--- Data provided ---
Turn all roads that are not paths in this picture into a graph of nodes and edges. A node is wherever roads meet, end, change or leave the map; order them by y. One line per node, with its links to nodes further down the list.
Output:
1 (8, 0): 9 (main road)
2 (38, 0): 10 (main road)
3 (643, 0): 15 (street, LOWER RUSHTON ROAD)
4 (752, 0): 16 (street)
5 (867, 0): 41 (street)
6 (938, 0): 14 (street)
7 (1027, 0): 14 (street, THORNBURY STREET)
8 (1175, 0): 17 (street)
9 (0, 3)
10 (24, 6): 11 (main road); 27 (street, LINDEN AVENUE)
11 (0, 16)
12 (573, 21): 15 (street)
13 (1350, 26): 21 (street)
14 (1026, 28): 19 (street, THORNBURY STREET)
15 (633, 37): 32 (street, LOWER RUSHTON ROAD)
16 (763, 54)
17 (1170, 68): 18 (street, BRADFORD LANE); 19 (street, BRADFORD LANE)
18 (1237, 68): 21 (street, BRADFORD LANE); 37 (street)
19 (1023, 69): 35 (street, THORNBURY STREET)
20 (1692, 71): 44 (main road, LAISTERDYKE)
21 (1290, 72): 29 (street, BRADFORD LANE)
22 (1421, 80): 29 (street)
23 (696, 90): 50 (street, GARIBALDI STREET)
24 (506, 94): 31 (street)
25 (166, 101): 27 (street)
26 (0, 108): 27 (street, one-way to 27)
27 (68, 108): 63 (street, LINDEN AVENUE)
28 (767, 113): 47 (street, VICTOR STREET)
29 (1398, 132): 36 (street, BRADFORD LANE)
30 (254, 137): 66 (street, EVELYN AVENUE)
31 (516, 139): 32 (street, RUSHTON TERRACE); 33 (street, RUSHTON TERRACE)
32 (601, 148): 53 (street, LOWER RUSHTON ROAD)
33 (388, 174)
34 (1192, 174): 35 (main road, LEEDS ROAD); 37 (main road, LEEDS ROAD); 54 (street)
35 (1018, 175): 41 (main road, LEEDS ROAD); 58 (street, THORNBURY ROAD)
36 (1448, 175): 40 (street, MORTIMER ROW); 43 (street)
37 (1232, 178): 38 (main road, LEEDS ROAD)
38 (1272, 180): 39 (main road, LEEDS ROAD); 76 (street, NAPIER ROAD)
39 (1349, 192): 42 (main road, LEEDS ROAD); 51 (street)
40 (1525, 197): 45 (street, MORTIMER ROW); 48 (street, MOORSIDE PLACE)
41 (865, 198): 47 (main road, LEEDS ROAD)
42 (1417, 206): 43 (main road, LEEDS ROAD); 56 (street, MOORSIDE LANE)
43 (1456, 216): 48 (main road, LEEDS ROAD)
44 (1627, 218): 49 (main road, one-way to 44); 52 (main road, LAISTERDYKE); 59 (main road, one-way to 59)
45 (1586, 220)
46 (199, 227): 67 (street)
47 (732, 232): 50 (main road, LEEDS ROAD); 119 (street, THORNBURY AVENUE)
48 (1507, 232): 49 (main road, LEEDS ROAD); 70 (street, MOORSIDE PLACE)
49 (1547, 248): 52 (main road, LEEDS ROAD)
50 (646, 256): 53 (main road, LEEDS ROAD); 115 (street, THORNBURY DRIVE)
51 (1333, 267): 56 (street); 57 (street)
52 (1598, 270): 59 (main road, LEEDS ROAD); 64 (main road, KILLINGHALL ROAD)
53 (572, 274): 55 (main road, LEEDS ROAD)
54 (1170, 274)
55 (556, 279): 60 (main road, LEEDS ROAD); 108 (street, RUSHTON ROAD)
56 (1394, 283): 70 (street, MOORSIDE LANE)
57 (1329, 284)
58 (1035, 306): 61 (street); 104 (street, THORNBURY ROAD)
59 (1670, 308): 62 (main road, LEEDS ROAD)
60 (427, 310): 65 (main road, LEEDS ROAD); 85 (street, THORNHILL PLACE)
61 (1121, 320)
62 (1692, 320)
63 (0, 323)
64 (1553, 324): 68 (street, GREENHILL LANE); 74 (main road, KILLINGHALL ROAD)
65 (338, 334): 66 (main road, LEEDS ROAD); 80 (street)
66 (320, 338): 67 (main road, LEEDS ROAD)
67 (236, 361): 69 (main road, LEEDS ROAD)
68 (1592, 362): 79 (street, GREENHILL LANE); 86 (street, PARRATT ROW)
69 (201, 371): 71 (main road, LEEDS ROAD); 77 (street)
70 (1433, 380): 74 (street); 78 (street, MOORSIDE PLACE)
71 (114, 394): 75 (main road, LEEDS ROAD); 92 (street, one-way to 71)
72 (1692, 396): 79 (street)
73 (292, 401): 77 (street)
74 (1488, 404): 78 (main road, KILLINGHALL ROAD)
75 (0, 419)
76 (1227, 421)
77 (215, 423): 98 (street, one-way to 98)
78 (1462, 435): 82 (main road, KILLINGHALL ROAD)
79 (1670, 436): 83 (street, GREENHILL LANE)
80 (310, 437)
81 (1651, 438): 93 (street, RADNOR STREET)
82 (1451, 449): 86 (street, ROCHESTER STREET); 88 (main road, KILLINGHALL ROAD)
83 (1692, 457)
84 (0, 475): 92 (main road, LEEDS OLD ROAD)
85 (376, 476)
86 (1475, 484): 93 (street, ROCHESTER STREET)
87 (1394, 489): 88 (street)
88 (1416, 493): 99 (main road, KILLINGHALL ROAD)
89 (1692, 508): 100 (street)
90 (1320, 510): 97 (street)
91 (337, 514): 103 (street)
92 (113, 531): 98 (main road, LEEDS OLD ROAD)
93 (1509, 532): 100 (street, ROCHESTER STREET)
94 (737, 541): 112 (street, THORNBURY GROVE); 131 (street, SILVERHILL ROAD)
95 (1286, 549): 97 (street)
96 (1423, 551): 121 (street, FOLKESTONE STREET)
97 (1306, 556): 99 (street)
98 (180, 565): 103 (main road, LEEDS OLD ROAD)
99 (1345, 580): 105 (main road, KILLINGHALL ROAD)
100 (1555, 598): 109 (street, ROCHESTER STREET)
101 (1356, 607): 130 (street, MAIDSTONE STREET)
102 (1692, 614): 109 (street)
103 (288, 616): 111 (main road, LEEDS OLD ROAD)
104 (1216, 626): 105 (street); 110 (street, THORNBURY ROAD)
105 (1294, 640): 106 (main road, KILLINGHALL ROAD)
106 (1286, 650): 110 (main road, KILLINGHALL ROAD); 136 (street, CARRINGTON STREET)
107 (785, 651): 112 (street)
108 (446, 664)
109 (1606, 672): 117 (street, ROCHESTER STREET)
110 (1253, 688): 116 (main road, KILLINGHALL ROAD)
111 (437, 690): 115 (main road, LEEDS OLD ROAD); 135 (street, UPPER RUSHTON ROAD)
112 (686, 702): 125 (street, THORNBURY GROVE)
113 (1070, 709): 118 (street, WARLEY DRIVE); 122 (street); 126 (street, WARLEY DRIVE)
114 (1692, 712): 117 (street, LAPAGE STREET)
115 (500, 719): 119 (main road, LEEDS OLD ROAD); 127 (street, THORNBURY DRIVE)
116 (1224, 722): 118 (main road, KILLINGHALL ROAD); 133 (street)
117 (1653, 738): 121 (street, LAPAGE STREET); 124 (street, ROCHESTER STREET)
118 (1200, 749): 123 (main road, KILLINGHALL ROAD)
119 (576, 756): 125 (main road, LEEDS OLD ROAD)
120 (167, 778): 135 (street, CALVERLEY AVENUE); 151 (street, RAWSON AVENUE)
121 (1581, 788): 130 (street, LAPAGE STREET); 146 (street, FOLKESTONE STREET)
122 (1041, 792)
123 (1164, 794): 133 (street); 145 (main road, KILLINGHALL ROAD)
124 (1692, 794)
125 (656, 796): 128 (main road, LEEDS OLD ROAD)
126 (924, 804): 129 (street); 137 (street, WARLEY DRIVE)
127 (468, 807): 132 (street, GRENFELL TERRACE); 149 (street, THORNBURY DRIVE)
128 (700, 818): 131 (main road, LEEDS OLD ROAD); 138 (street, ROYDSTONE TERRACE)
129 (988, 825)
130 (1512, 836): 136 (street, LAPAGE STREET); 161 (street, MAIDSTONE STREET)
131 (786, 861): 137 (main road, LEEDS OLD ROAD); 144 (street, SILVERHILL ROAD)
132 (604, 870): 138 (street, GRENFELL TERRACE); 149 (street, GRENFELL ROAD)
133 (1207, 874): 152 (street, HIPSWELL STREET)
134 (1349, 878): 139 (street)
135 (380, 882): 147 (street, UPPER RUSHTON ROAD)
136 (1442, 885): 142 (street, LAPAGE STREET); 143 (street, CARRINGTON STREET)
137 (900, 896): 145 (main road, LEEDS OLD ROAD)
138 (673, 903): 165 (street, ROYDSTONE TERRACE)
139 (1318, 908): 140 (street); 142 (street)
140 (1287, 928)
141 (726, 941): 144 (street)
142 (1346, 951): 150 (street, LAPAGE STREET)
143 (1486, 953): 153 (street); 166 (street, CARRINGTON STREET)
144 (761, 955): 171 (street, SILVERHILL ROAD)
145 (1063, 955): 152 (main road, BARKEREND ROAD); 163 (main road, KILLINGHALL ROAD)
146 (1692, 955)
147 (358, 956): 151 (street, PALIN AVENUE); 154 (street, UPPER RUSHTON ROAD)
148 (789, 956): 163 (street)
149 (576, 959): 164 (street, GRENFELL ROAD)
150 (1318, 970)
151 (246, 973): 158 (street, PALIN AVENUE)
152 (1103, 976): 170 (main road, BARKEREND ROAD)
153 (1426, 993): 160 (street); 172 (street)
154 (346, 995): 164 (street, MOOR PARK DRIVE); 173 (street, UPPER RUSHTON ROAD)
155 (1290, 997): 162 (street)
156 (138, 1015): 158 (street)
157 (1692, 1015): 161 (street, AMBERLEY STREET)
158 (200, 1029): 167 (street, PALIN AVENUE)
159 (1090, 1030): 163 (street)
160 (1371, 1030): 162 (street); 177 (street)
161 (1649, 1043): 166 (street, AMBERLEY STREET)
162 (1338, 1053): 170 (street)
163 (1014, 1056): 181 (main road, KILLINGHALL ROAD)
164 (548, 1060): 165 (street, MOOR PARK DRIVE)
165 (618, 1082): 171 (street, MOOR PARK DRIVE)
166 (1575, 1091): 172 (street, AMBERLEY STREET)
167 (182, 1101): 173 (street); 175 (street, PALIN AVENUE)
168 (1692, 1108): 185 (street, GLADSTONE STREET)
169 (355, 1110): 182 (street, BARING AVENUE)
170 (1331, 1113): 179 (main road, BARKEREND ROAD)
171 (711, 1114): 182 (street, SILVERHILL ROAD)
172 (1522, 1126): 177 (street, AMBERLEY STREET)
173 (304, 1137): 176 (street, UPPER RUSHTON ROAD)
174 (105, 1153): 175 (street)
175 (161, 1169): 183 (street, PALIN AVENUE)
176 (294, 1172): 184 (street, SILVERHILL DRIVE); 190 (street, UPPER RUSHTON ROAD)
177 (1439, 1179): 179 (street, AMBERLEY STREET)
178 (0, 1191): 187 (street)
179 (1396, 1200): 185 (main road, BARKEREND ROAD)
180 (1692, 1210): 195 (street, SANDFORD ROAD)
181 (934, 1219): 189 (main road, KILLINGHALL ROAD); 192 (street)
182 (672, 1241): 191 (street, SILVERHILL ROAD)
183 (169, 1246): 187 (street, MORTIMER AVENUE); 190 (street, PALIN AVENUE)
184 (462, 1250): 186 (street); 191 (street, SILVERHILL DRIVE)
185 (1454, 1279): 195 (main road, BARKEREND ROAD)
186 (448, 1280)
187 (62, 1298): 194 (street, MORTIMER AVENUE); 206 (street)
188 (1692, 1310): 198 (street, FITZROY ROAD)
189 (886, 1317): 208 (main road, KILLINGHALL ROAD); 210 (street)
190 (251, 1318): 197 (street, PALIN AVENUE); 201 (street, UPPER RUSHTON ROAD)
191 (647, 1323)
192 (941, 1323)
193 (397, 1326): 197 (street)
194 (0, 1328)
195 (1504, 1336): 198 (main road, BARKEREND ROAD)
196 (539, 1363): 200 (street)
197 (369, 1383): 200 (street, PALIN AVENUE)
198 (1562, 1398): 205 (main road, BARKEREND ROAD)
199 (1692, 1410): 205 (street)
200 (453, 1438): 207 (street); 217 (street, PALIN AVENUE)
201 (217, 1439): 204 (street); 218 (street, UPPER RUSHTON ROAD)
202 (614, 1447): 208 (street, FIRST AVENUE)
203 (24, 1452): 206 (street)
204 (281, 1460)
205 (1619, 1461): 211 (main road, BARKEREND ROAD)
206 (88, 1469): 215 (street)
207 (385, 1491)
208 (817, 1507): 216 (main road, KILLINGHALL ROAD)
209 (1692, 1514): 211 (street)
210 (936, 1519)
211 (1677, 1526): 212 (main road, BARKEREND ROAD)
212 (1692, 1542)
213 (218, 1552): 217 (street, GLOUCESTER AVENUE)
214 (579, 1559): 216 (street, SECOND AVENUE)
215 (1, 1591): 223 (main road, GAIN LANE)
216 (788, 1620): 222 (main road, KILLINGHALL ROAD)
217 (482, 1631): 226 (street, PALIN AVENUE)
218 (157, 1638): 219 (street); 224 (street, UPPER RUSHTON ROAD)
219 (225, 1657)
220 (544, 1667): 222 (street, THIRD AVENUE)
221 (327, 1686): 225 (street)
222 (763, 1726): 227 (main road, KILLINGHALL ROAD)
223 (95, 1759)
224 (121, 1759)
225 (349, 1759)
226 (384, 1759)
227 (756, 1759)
---
- _Description of the task_:
Report the number of lines in the records above that contain "PARK", with no other text.

- _Answer to this task_:
3